## WORK ITEM
Go through the listing below and state how many lines hold the word "Saiyo", giving only the number.

## DATA FOR ANALYSIS

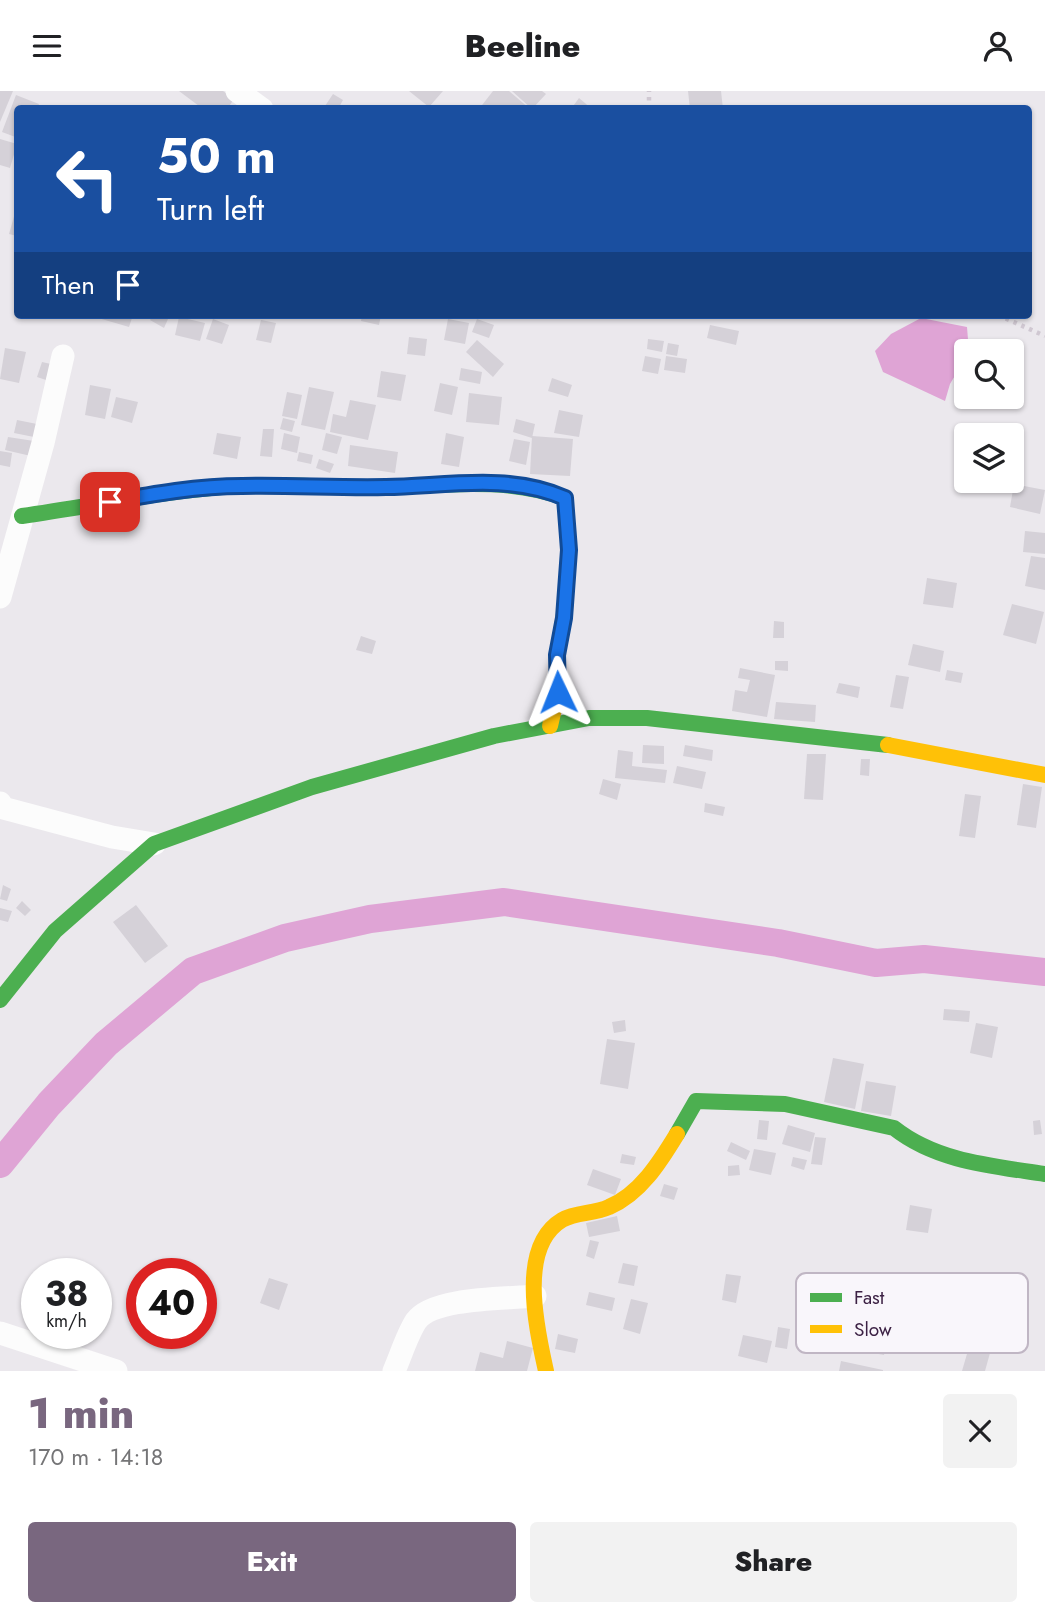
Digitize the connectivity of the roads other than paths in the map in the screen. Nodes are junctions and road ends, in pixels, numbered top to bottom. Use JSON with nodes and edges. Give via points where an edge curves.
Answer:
{"nodes":[{"id":1,"x":237,"y":91,"type":"edge"},
{"id":2,"x":256,"y":105,"type":"edge"},
{"id":3,"x":63,"y":356,"type":"dead end"},
{"id":4,"x":22,"y":516,"type":"junction"},
{"id":5,"x":0,"y":597,"type":"edge"},
{"id":6,"x":550,"y":726,"type":"junction"},
{"id":7,"x":1045,"y":775,"type":"edge"},
{"id":8,"x":0,"y":803,"type":"edge"},
{"id":9,"x":154,"y":844,"type":"junction"},
{"id":10,"x":0,"y":1000,"type":"edge"},
{"id":11,"x":1045,"y":1174,"type":"edge"},
{"id":12,"x":535,"y":1296,"type":"junction"},
{"id":13,"x":0,"y":1333,"type":"edge"},
{"id":14,"x":116,"y":1371,"type":"edge"},
{"id":15,"x":394,"y":1371,"type":"edge"},
{"id":16,"x":546,"y":1371,"type":"edge"}],
"edges":[{"from":1,"to":2,"type":"street"},
{"from":3,"to":4,"type":"street"},
{"from":4,"to":5,"type":"street"},
{"from":4,"to":6,"type":"street","via":[[183,490],[240,486],[388,487],[468,482],[541,487],[565,498],[569,550],[557,655],[558,692]]},
{"from":6,"to":7,"type":"street","via":[[589,718],[647,718],[910,747]]},
{"from":6,"to":9,"type":"street","via":[[494,736],[361,773]]},
{"from":8,"to":9,"type":"street","via":[[3,808],[46,821]]},
{"from":9,"to":10,"type":"street","via":[[55,931]]},
{"from":11,"to":12,"type":"street","via":[[933,1152],[894,1128],[785,1104],[696,1101],[648,1177],[606,1209],[583,1212],[558,1223],[536,1254]]},
{"from":12,"to":15,"type":"street","via":[[432,1308],[416,1320]]},
{"from":12,"to":16,"type":"street"},
{"from":13,"to":14,"type":"street"}]}
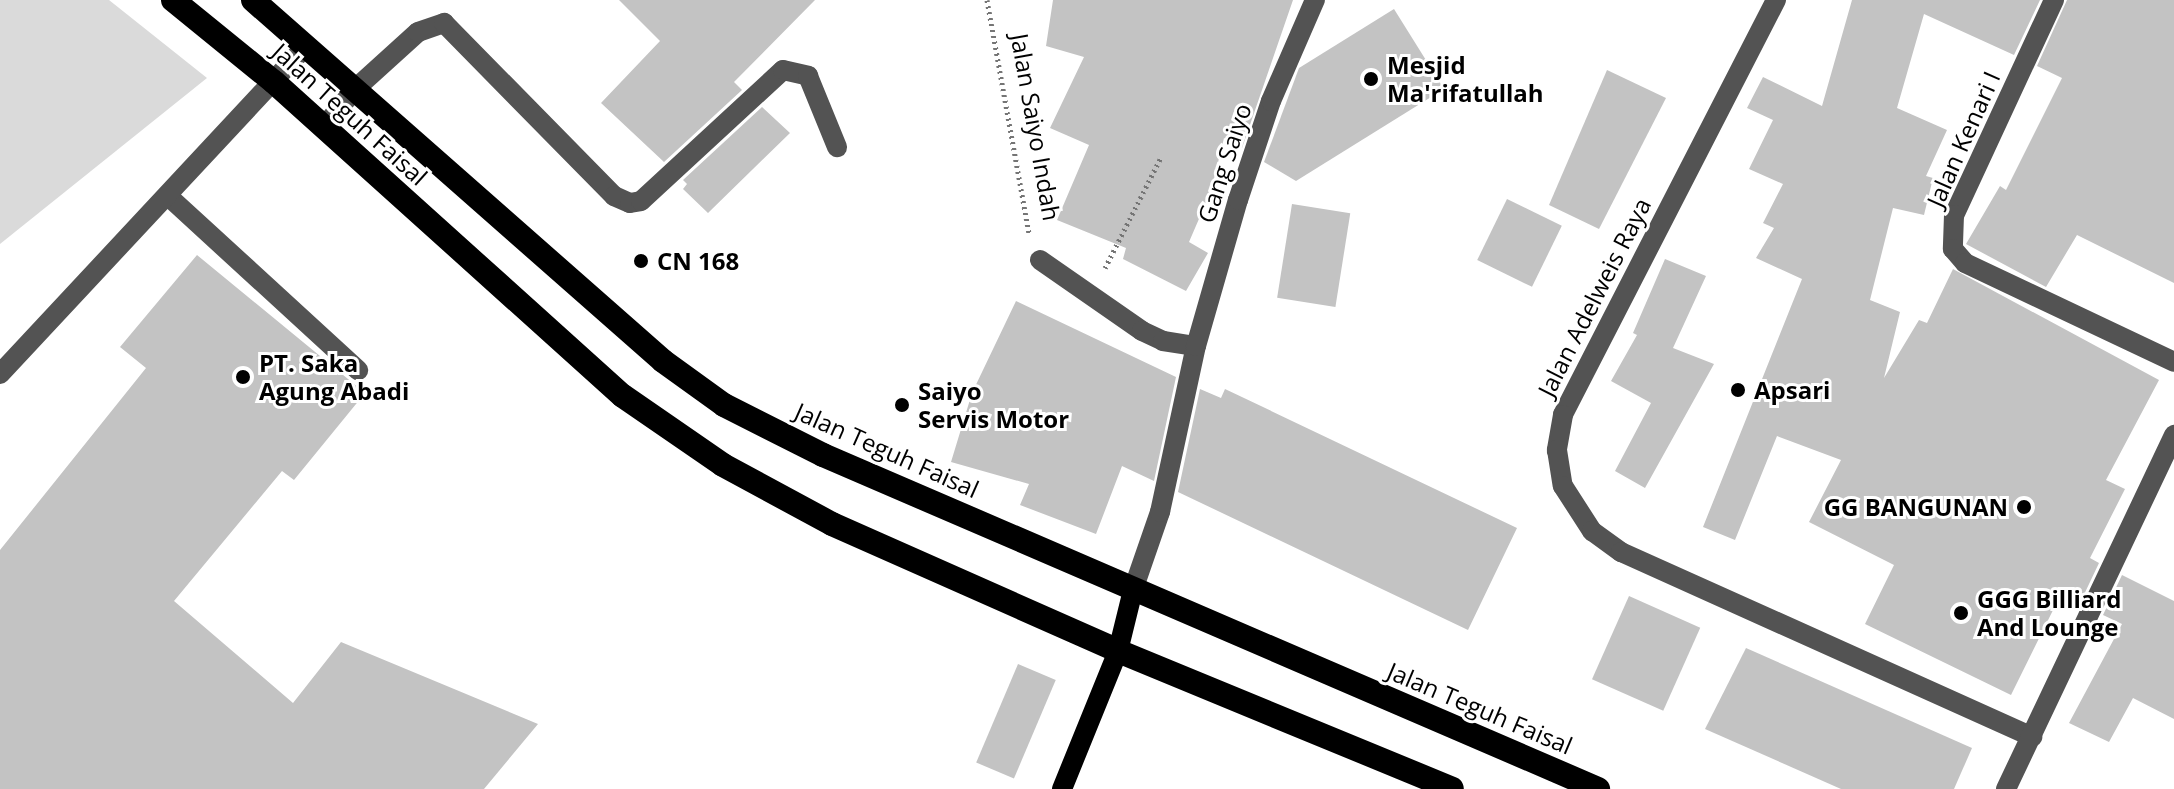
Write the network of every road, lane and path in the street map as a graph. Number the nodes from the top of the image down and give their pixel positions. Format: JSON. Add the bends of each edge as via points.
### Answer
{"nodes":[{"id":1,"x":173,"y":0,"type":"edge"},
{"id":2,"x":253,"y":0,"type":"edge"},
{"id":3,"x":987,"y":0,"type":"edge"},
{"id":4,"x":1315,"y":0,"type":"edge"},
{"id":5,"x":1776,"y":0,"type":"edge"},
{"id":6,"x":2054,"y":0,"type":"edge"},
{"id":7,"x":305,"y":47,"type":"junction"},
{"id":8,"x":274,"y":82,"type":"junction"},
{"id":9,"x":354,"y":90,"type":"junction"},
{"id":10,"x":324,"y":127,"type":"junction"},
{"id":11,"x":837,"y":147,"type":"dead end"},
{"id":12,"x":1161,"y":157,"type":"dead end"},
{"id":13,"x":168,"y":196,"type":"junction"},
{"id":14,"x":1040,"y":260,"type":"joint"},
{"id":15,"x":1090,"y":297,"type":"junction"},
{"id":16,"x":1196,"y":346,"type":"junction"},
{"id":17,"x":2174,"y":362,"type":"edge"},
{"id":18,"x":358,"y":370,"type":"dead end"},
{"id":19,"x":0,"y":374,"type":"edge"},
{"id":20,"x":2174,"y":435,"type":"edge"},
{"id":21,"x":1133,"y":590,"type":"junction"},
{"id":22,"x":1118,"y":651,"type":"junction"},
{"id":23,"x":2032,"y":737,"type":"junction"},
{"id":24,"x":1062,"y":789,"type":"edge"},
{"id":25,"x":1452,"y":789,"type":"edge"},
{"id":26,"x":1598,"y":789,"type":"edge"},
{"id":27,"x":2006,"y":789,"type":"edge"}],
"edges":[{"from":1,"to":8,"type":"highway","name":"Jalan Teguh Faisal"},
{"from":2,"to":7,"type":"highway","name":"Jalan Teguh Faisal"},
{"from":3,"to":14,"type":"path","name":"Jalan Saiyo Indah","via":[[1028,231]]},
{"from":4,"to":16,"type":"street","name":"Gang Saiyo","via":[[1271,101]]},
{"from":5,"to":23,"type":"street","name":"Jalan Adelweis Raya","via":[[1563,415],[1557,450],[1563,486],[1592,531],[1621,552]]},
{"from":6,"to":17,"type":"street","name":"Jalan Kenari I","via":[[1954,215],[1953,249],[1965,263]]},
{"from":7,"to":8,"type":"street"},
{"from":7,"to":9,"type":"highway","name":"Jalan Teguh Faisal"},
{"from":8,"to":10,"type":"highway","name":"Jalan Teguh Faisal"},
{"from":8,"to":13,"type":"street"},
{"from":9,"to":10,"type":"street"},
{"from":9,"to":11,"type":"street","via":[[418,32],[444,23],[614,196],[630,203],[641,201],[783,70],[808,76]]},
{"from":9,"to":21,"type":"highway","name":"Jalan Teguh Faisal","via":[[663,361],[724,405],[823,455]]},
{"from":10,"to":22,"type":"highway","name":"Jalan Teguh Faisal","via":[[623,396],[723,465],[832,524]]},
{"from":12,"to":15,"type":"path"},
{"from":13,"to":18,"type":"street"},
{"from":13,"to":19,"type":"street"},
{"from":14,"to":15,"type":"street"},
{"from":15,"to":16,"type":"street","via":[[1154,338]]},
{"from":16,"to":21,"type":"street","via":[[1160,512]]},
{"from":20,"to":23,"type":"street"},
{"from":21,"to":22,"type":"main road"},
{"from":21,"to":26,"type":"highway","name":"Jalan Teguh Faisal"},
{"from":22,"to":24,"type":"main road"},
{"from":22,"to":25,"type":"highway","name":"Jalan Teguh Faisal"},
{"from":23,"to":27,"type":"street"}]}
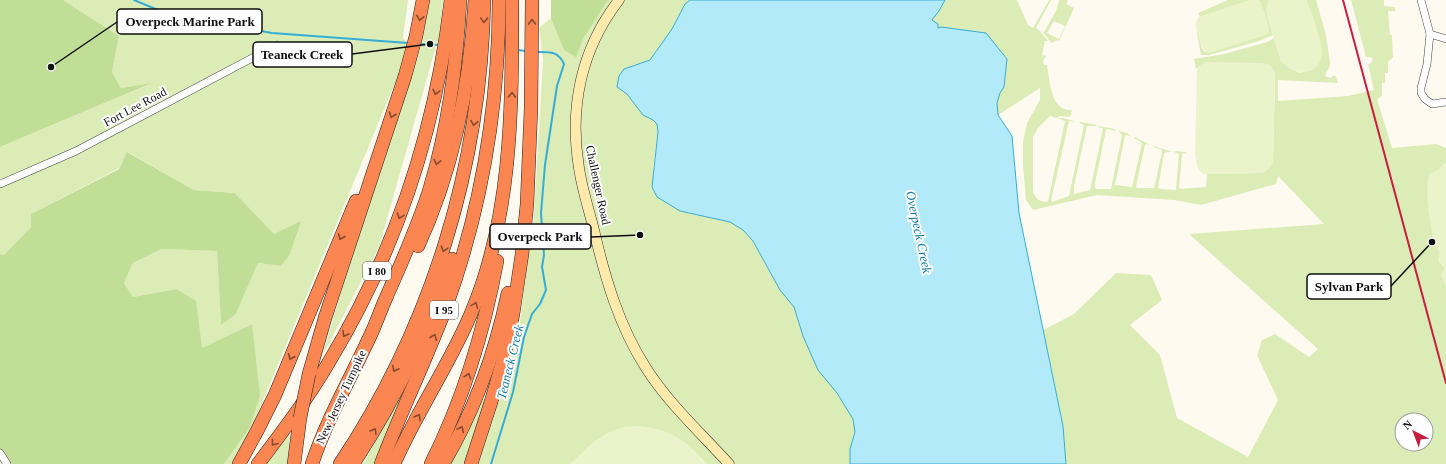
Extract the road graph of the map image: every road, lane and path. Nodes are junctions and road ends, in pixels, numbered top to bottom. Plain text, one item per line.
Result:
1 (423, 0) edge
2 (451, 0) edge
3 (460, 0) edge
4 (475, 0) edge
5 (484, 0) edge
6 (499, 0) edge
7 (512, 0) edge
8 (532, 0) edge
9 (618, 0) edge
10 (1421, 0) edge
11 (1430, 34) junction
12 (452, 39) junction
13 (1446, 39) edge
14 (478, 40) junction
15 (277, 45) dead end
16 (450, 54) junction
17 (476, 56) junction
18 (1446, 102) edge
19 (384, 137) junction
20 (488, 150) junction
21 (527, 169) junction
22 (0, 184) edge
23 (505, 190) junction
24 (372, 330) junction
25 (0, 453) edge
26 (7, 464) edge
27 (239, 464) edge
28 (258, 464) edge
29 (294, 464) edge
30 (312, 464) edge
31 (340, 464) edge
32 (353, 464) edge
33 (381, 464) edge
34 (394, 464) edge
35 (431, 464) edge
36 (443, 464) edge
37 (471, 464) edge
38 (729, 464) edge

1 -> 19 highway
2 - 12 highway
3 - 12 highway
4 - 14 highway
5 -> 14 highway
6 - 20 highway, I 95
23 -> 7 highway, I 95
21 -> 8 highway
9 - 38 street, Challenger Road
10 - 11 street
11 - 13 street
11 - 18 street
12 - 16 highway
14 - 17 highway
15 - 22 street, Fort Lee Road
16 -> 24 highway
16 -> 28 highway, I 80
17 - 24 highway
17 -> 31 highway
19 -> 27 highway
19 - 29 highway, bridge
32 -> 20 highway
33 -> 20 highway, I 95
36 -> 21 highway
21 - 37 highway
34 -> 23 highway, I 95
35 -> 23 highway
24 - 30 highway, New Jersey Turnpike
25 - 26 street

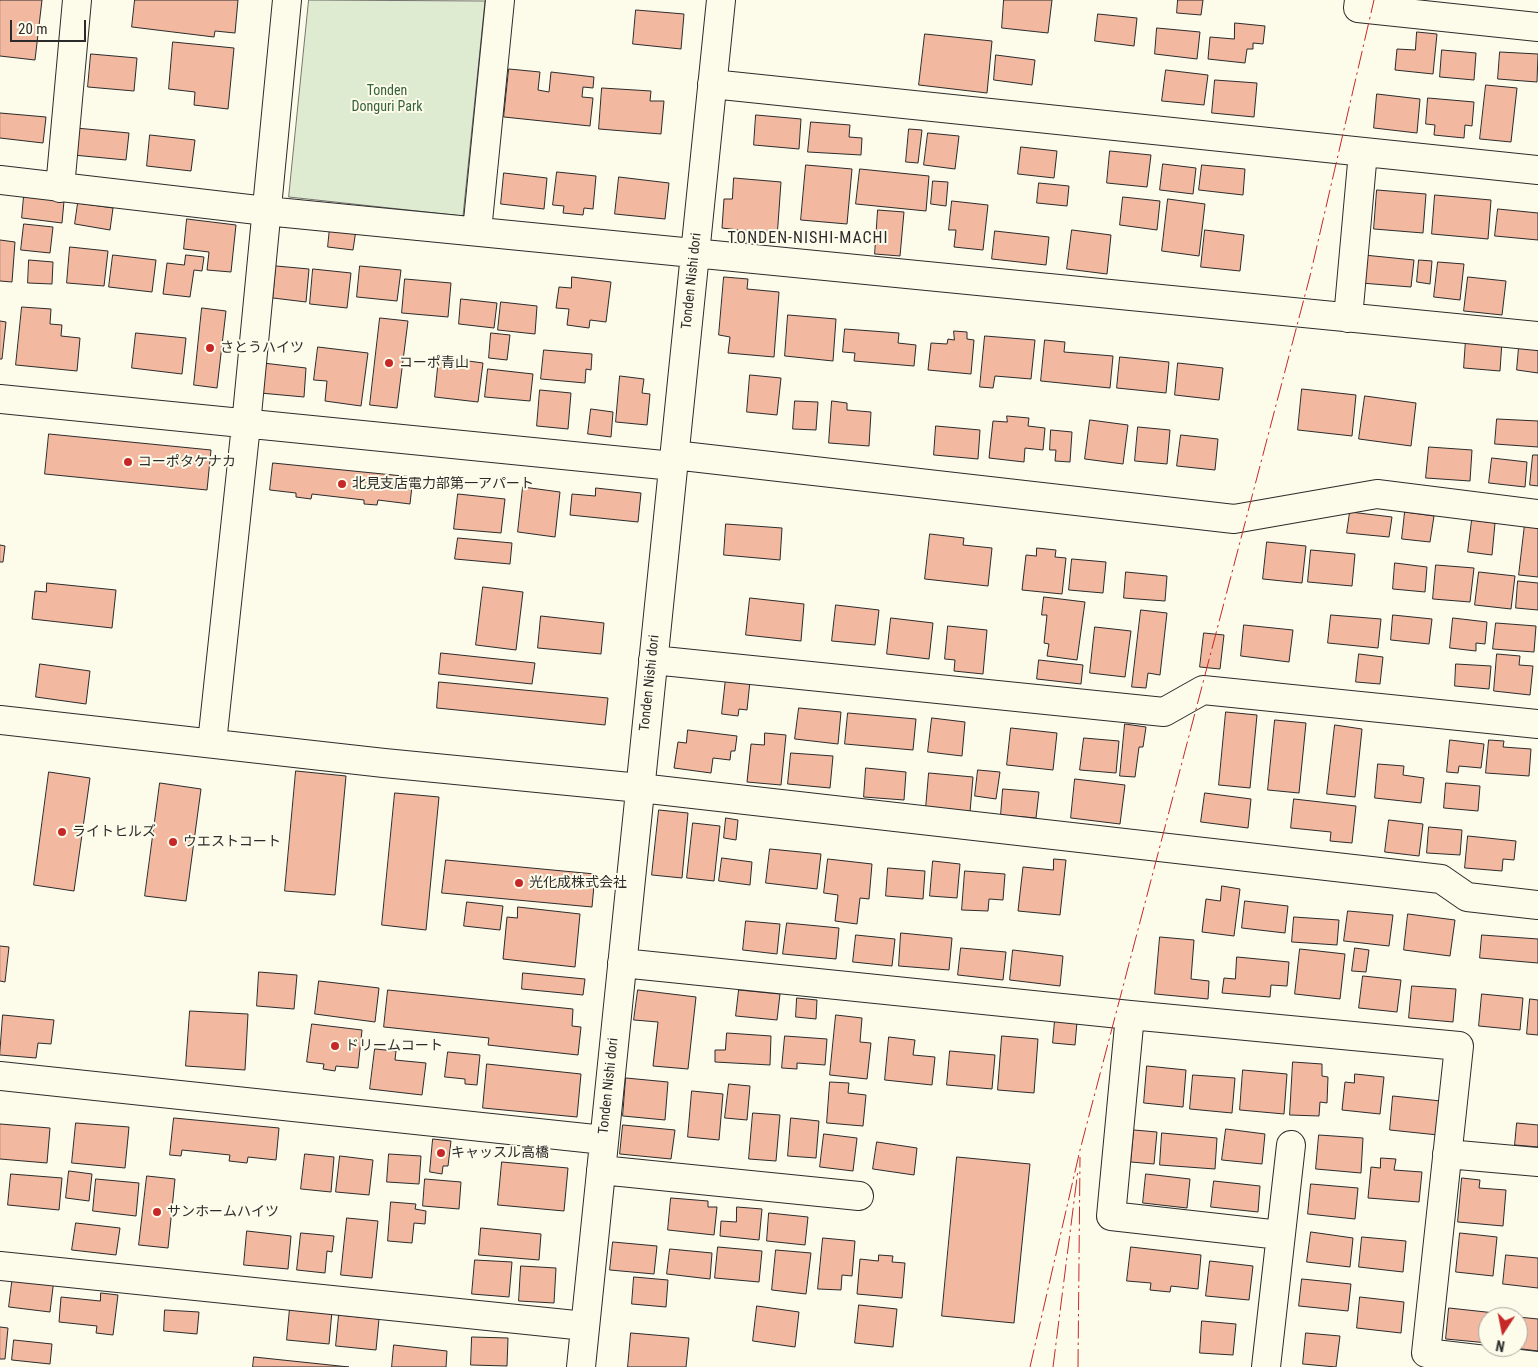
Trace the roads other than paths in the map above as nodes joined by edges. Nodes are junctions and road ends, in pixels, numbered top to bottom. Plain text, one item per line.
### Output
1 (77, 0) edge
2 (287, 0) edge
3 (500, 0) edge
4 (721, 0) edge
5 (1359, 0) edge
6 (1538, 27) edge
7 (712, 84) junction
8 (1363, 152) junction
9 (1538, 170) edge
10 (0, 180) edge
11 (60, 188) junction
12 (266, 211) junction
13 (477, 231) junction
14 (694, 253) junction
15 (1348, 318) junction
16 (1538, 336) edge
17 (0, 399) edge
18 (246, 425) junction
19 (673, 461) junction
20 (1538, 514) edge
21 (653, 660) junction
22 (0, 720) edge
23 (1538, 724) edge
24 (212, 743) junction
25 (640, 788) junction
26 (1538, 905) edge
27 (622, 963) junction
28 (1130, 1015) junction
29 (0, 1076) edge
30 (604, 1140) junction
31 (1291, 1145) dead end
32 (1447, 1154) junction
33 (1538, 1162) edge
34 (601, 1170) junction
35 (859, 1196) dead end
36 (1280, 1236) junction
37 (0, 1266) edge
38 (585, 1326) junction
39 (1538, 1366) edge
40 (581, 1367) edge
41 (1266, 1367) edge

1 - 11 street
2 - 12 street
3 - 13 street
4 - 7 street, Tonden Nishi dori
5 - 6 street
7 - 8 street
7 - 14 street, Tonden Nishi dori
8 - 9 street
8 - 15 street
10 - 11 street
11 - 12 street
12 - 13 street
12 - 18 street
13 - 14 street
14 - 15 street
14 - 19 street, Tonden Nishi dori
15 - 16 street
17 - 18 street
18 - 19 street
18 - 24 street
19 - 20 street
19 - 21 street, Tonden Nishi dori
21 - 23 street
21 - 25 street, Tonden Nishi dori
22 - 24 street
24 - 25 street
25 - 26 street
25 - 27 street, Tonden Nishi dori
27 - 28 street
27 - 30 street, Tonden Nishi dori
28 - 32 street
28 - 36 street
29 - 30 street
30 - 34 street, Tonden Nishi dori
31 - 36 street
32 - 33 street
32 - 39 street
34 - 35 street
34 - 38 street, Tonden Nishi dori
36 - 41 street
37 - 38 street
38 - 40 street, Tonden Nishi dori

## SOLUTION TO THE EXERCISE
2